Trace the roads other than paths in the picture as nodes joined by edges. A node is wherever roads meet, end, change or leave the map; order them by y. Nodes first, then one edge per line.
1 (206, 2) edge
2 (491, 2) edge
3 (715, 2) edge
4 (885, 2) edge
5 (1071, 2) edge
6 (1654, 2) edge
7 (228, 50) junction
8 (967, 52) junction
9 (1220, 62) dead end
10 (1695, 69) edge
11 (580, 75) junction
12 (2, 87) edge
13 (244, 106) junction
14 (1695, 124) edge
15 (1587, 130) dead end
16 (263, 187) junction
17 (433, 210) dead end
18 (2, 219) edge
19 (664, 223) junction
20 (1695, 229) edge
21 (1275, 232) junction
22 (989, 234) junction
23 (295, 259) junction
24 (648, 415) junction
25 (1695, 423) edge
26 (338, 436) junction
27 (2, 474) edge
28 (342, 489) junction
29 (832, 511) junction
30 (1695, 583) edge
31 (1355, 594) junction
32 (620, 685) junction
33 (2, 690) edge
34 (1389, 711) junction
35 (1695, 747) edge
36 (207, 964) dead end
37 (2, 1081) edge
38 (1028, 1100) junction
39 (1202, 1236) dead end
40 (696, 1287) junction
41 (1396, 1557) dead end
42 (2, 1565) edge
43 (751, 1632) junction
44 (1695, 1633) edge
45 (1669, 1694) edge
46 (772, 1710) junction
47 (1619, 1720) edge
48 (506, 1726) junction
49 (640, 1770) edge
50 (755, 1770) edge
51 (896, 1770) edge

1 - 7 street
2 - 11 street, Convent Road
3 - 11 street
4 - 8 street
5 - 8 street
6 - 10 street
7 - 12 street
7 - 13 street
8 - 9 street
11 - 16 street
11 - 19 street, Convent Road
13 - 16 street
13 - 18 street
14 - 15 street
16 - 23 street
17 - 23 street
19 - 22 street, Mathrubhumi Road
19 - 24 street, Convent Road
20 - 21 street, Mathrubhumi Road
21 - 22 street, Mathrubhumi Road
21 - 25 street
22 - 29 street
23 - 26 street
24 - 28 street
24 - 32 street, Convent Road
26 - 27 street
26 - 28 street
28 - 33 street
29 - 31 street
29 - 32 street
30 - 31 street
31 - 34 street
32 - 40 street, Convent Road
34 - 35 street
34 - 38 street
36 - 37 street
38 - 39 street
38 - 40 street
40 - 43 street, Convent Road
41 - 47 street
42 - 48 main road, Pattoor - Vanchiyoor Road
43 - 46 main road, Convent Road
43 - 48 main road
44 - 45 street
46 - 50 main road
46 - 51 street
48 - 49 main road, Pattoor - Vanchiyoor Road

- - - -

● WHAT IS EXPECTED
Every line of the listing above is to be repeated exactly as written.

● ANSWER FOR THE TASK
Trace the roads other than paths in the picture as nodes joined by edges. A node is wherever roads meet, end, change or leave the map; order them by y. Nodes first, then one edge per line.
1 (206, 2) edge
2 (491, 2) edge
3 (715, 2) edge
4 (885, 2) edge
5 (1071, 2) edge
6 (1654, 2) edge
7 (228, 50) junction
8 (967, 52) junction
9 (1220, 62) dead end
10 (1695, 69) edge
11 (580, 75) junction
12 (2, 87) edge
13 (244, 106) junction
14 (1695, 124) edge
15 (1587, 130) dead end
16 (263, 187) junction
17 (433, 210) dead end
18 (2, 219) edge
19 (664, 223) junction
20 (1695, 229) edge
21 (1275, 232) junction
22 (989, 234) junction
23 (295, 259) junction
24 (648, 415) junction
25 (1695, 423) edge
26 (338, 436) junction
27 (2, 474) edge
28 (342, 489) junction
29 (832, 511) junction
30 (1695, 583) edge
31 (1355, 594) junction
32 (620, 685) junction
33 (2, 690) edge
34 (1389, 711) junction
35 (1695, 747) edge
36 (207, 964) dead end
37 (2, 1081) edge
38 (1028, 1100) junction
39 (1202, 1236) dead end
40 (696, 1287) junction
41 (1396, 1557) dead end
42 (2, 1565) edge
43 (751, 1632) junction
44 (1695, 1633) edge
45 (1669, 1694) edge
46 (772, 1710) junction
47 (1619, 1720) edge
48 (506, 1726) junction
49 (640, 1770) edge
50 (755, 1770) edge
51 (896, 1770) edge

1 - 7 street
2 - 11 street, Convent Road
3 - 11 street
4 - 8 street
5 - 8 street
6 - 10 street
7 - 12 street
7 - 13 street
8 - 9 street
11 - 16 street
11 - 19 street, Convent Road
13 - 16 street
13 - 18 street
14 - 15 street
16 - 23 street
17 - 23 street
19 - 22 street, Mathrubhumi Road
19 - 24 street, Convent Road
20 - 21 street, Mathrubhumi Road
21 - 22 street, Mathrubhumi Road
21 - 25 street
22 - 29 street
23 - 26 street
24 - 28 street
24 - 32 street, Convent Road
26 - 27 street
26 - 28 street
28 - 33 street
29 - 31 street
29 - 32 street
30 - 31 street
31 - 34 street
32 - 40 street, Convent Road
34 - 35 street
34 - 38 street
36 - 37 street
38 - 39 street
38 - 40 street
40 - 43 street, Convent Road
41 - 47 street
42 - 48 main road, Pattoor - Vanchiyoor Road
43 - 46 main road, Convent Road
43 - 48 main road
44 - 45 street
46 - 50 main road
46 - 51 street
48 - 49 main road, Pattoor - Vanchiyoor Road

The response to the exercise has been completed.